Medeor Therapeutics’ MDR-101 is a single-dose cell therapy designed to revolutionize kidney transplantation. In a phase 3 pivotal trial, the therapy has shown remarkable promise, allowing more than half of the study participants to remain off immunosuppressants for two years.
The small study involved 20 living-donor kidney transplant recipients, and the results were nothing promising.
Out of the 20 patients, 12, or 63%, were able to remain off immunosuppressant medications for two years. Four more patients are approaching the two-year mark in the study, and they, too, have remained drug-free. Although three patients needed to resume immunosuppressants during the trial, the overall success rate exceeded initial expectations, which had been set at 48%.
MDR-101 induces mixed chimerism, a condition where a small quantity of donor blood cells persists in the recipient’s bloodstream following the infusion of donor stem cells. Initially, blood stem cells are obtained from the living donor before the transplantation. Following the organ transfer, the recipient begins a regimen of anti-rejection drugs and undergoes radiotherapy to further suppress the immune system. A few weeks later, the donor’s stem cells are introduced into the transplant recipient, where they grow in the bone marrow and other immune tissues, eventually becoming a part of the recipient’s immune system.

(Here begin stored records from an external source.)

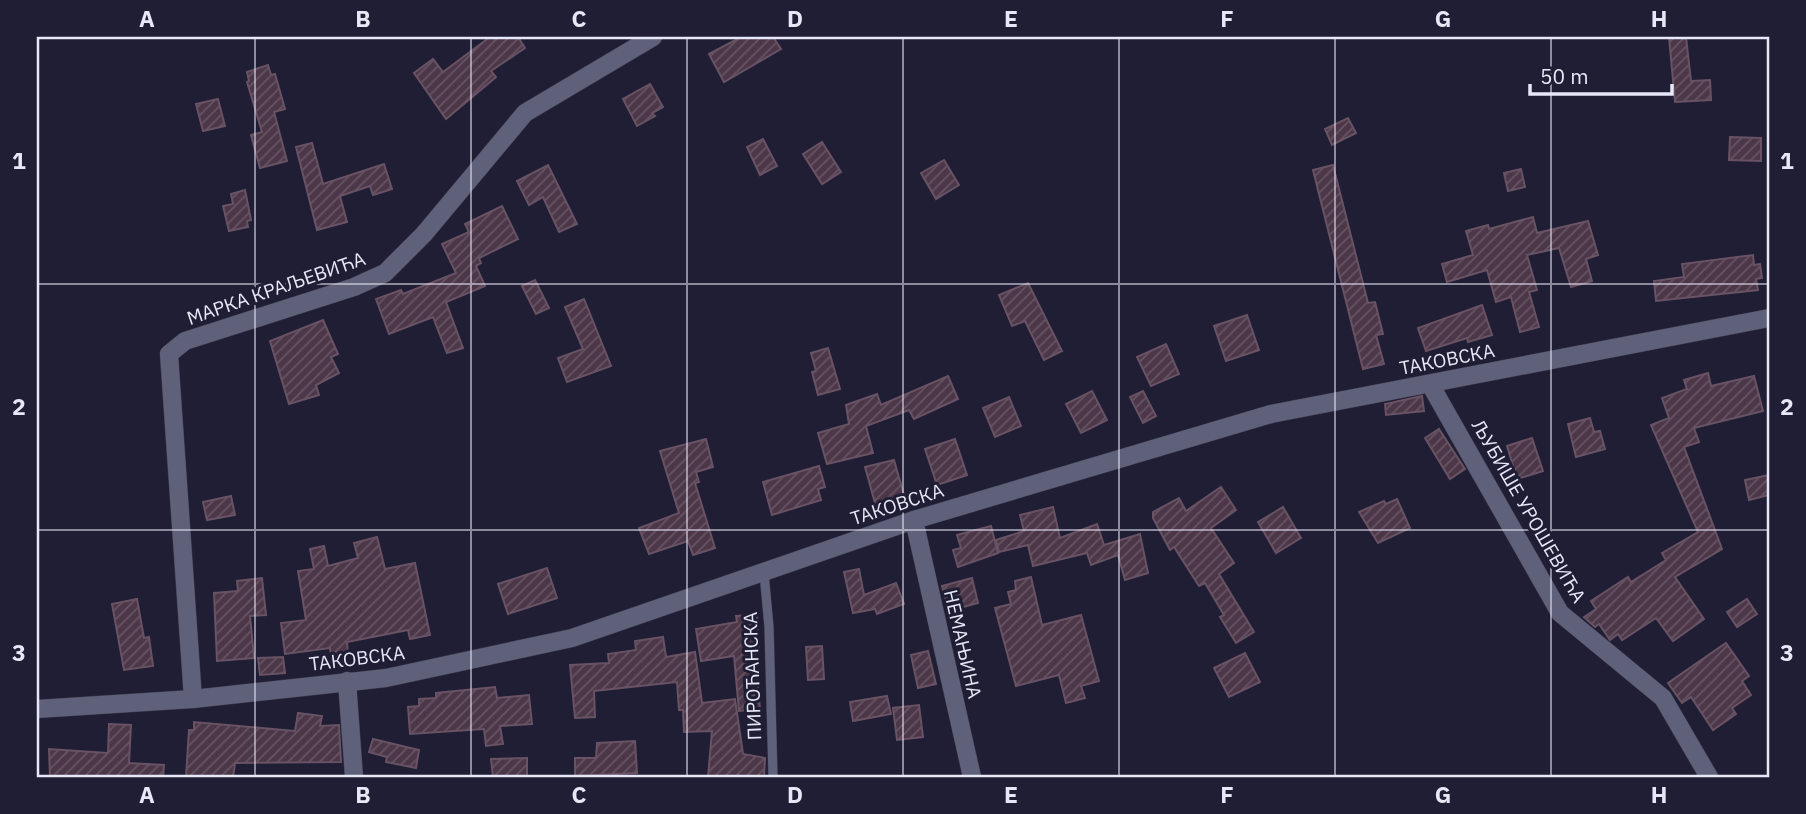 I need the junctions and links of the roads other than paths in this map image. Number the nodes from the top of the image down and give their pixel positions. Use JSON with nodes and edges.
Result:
{"nodes":[{"id":1,"x":653,"y":37,"type":"edge"},
{"id":2,"x":1769,"y":318,"type":"edge"},
{"id":3,"x":1430,"y":384,"type":"junction"},
{"id":4,"x":914,"y":520,"type":"junction"},
{"id":5,"x":764,"y":573,"type":"junction"},
{"id":6,"x":347,"y":681,"type":"junction"},
{"id":7,"x":193,"y":699,"type":"junction"},
{"id":8,"x":37,"y":709,"type":"edge"},
{"id":9,"x":354,"y":777,"type":"edge"},
{"id":10,"x":774,"y":777,"type":"edge"},
{"id":11,"x":972,"y":777,"type":"edge"},
{"id":12,"x":1709,"y":777,"type":"edge"}],
"edges":[{"from":1,"to":7,"type":"street","name":"МАРКА КРАЉЕВИЋА"},
{"from":2,"to":3,"type":"street","name":"ТАКОВСКА"},
{"from":3,"to":4,"type":"street","name":"ТАКОВСКА"},
{"from":3,"to":12,"type":"street","name":"ЉУБИШЕ УРОШЕВИЋА"},
{"from":4,"to":5,"type":"street","name":"ТАКОВСКА"},
{"from":4,"to":11,"type":"street","name":"НЕМАЊИНА"},
{"from":5,"to":6,"type":"street","name":"ТАКОВСКА"},
{"from":5,"to":10,"type":"lane","name":"ПИРОЋАНСКА"},
{"from":6,"to":7,"type":"street","name":"ТАКОВСКА"},
{"from":6,"to":9,"type":"street"},
{"from":7,"to":8,"type":"street","name":"ТАКОВСКА"}]}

This phase 3 trial went a step further by testing whether kidney transplant recipients, who received an organ from a matched relative with the same transplant genes, could gradually taper off the immunosuppressant regimen within six weeks, ultimately relying on tacrolimus as their sole medication. The study also aimed to determine whether this monotherapy regimen could extend for at least two years without adverse outcomes such as graft loss, graft-versus-host disease, death, or acute kidney rejection.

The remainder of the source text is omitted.